Directions: Without the pictures, output the records below exactly as they are.

Saved entries:
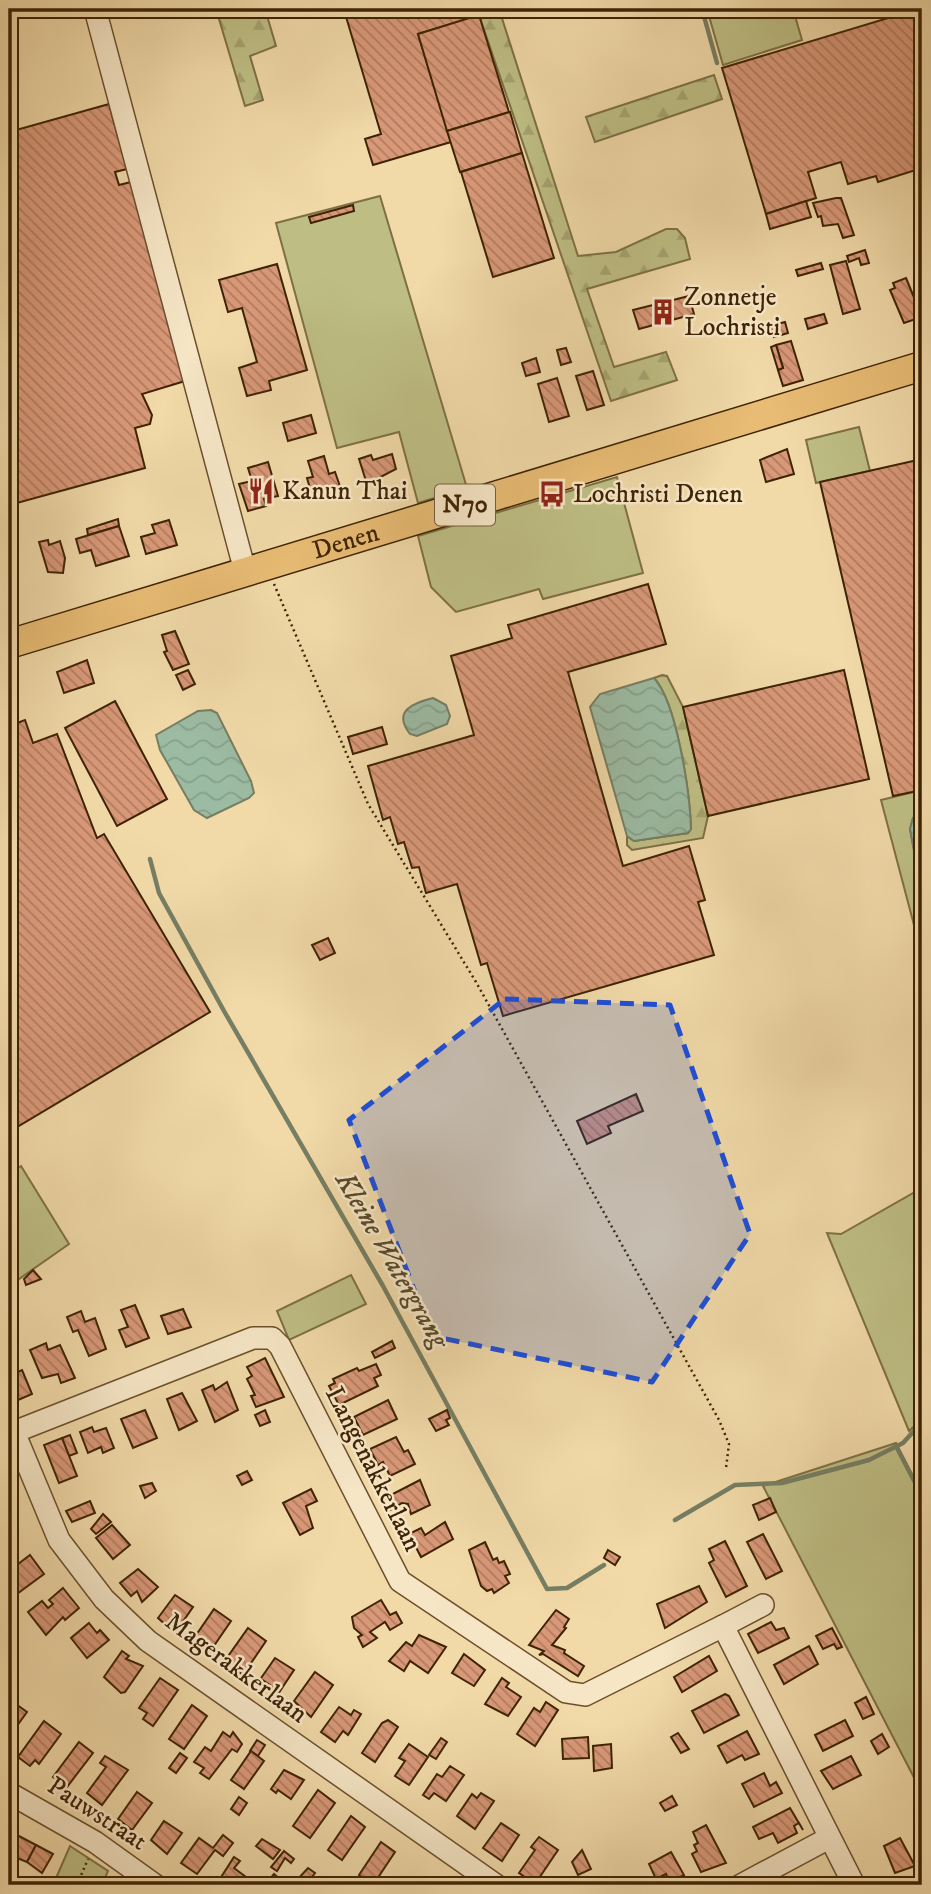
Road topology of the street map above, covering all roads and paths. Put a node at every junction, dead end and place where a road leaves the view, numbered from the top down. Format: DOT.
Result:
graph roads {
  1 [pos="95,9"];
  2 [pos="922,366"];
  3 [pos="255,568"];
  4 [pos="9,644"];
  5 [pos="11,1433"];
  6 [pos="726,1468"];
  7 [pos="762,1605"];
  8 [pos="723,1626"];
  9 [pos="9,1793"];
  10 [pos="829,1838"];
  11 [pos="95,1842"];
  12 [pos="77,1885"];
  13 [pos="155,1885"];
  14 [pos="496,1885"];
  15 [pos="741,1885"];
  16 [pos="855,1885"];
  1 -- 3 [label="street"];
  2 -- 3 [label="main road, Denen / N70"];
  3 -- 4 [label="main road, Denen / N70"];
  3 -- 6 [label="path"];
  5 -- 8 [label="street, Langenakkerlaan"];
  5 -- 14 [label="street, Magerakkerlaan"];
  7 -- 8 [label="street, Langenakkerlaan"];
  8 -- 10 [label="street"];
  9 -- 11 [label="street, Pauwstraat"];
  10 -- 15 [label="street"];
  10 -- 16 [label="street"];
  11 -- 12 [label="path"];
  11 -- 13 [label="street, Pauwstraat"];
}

Exercise answer:
Road topology of the street map above, covering all roads and paths. Put a node at every junction, dead end and place where a road leaves the view, numbered from the top down. Format: DOT.
Result:
graph roads {
  1 [pos="95,9"];
  2 [pos="922,366"];
  3 [pos="255,568"];
  4 [pos="9,644"];
  5 [pos="11,1433"];
  6 [pos="726,1468"];
  7 [pos="762,1605"];
  8 [pos="723,1626"];
  9 [pos="9,1793"];
  10 [pos="829,1838"];
  11 [pos="95,1842"];
  12 [pos="77,1885"];
  13 [pos="155,1885"];
  14 [pos="496,1885"];
  15 [pos="741,1885"];
  16 [pos="855,1885"];
  1 -- 3 [label="street"];
  2 -- 3 [label="main road, Denen / N70"];
  3 -- 4 [label="main road, Denen / N70"];
  3 -- 6 [label="path"];
  5 -- 8 [label="street, Langenakkerlaan"];
  5 -- 14 [label="street, Magerakkerlaan"];
  7 -- 8 [label="street, Langenakkerlaan"];
  8 -- 10 [label="street"];
  9 -- 11 [label="street, Pauwstraat"];
  10 -- 15 [label="street"];
  10 -- 16 [label="street"];
  11 -- 12 [label="path"];
  11 -- 13 [label="street, Pauwstraat"];
}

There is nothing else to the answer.